Ниц вскочил с лавочки и шагнул к берегу. Последние слова он адресовал не мне, а стихии. Норд-ост красиво заиграл серебристыми прядями, открывая впалые виски и узкие уши с длинными мочками. Поэт-бунтарь и равная ему по масштабу страстей и порывов океанская бездна, да и только! Интересно, он уже приехал сюда с изрядно съехавшей — на почве любви к немецкому безумцу, крышей, или она соскользнула здесь — как следствие инсуффляций, бхогу и внушенных трипов?
Захотелось уйти: в присутствии душевнобольных ощущаю себя неуютно, даже с тихими. (Старик же вполне мог оказаться и буйным, судя по прелюдии и засверкавшим очам.) Ничего не могу с собой поделать: как бы ни сочувствовал, отторжение сильнее. Примерно так же, думаю, действовало бы общение с инопланетянами.
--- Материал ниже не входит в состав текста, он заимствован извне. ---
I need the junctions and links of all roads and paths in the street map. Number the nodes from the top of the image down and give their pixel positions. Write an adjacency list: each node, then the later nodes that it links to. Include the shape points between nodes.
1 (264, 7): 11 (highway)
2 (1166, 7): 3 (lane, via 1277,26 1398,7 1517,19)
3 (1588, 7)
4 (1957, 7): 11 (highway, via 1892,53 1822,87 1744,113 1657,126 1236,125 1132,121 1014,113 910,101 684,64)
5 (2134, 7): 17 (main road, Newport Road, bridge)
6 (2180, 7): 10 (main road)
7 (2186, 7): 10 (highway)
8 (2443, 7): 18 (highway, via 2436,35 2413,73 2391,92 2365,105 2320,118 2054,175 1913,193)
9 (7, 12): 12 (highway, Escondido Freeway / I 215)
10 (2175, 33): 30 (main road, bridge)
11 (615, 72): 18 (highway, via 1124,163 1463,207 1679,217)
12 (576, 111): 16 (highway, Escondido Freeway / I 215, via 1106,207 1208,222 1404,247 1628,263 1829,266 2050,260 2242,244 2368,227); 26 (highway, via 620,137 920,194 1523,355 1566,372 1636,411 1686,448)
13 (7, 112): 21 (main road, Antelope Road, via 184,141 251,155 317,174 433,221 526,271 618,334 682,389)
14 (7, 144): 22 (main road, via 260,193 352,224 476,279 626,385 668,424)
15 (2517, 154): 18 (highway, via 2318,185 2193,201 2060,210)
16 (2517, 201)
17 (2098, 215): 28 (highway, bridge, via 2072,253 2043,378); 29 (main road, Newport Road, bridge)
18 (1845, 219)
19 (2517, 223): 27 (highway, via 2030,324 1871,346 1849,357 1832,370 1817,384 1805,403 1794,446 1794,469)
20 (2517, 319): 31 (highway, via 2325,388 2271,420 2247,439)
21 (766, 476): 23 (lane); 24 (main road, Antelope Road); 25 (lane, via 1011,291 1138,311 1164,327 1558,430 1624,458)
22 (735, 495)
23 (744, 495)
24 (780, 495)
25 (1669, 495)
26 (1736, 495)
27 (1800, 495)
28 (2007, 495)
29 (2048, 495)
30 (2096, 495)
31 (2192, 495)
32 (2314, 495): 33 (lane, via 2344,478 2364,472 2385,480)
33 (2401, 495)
Сумасшедший — пришелец из другого мира, где все законы, и этические, и эстетические, иные, мотивы чужды и стремления невнятны.
Я поднялся с лавочки, стараясь сделать это бесшумно. Но Ниц услышал и обернулся. Порывисто подавшись ко мне, ухватил за рукав.
— «Так никто еще не творил, не чувствовал, не страдал: так может страдать только Бог, только Дионис!» Мы все здесь боги, понимаете вы это? Тот, кто дошел до предела отчаянья, до последней черты — становится Богом. Я — Бог, и вы — Бог, так откуда тогда зависть, соперничество, непонимание? Откуда наша вражда?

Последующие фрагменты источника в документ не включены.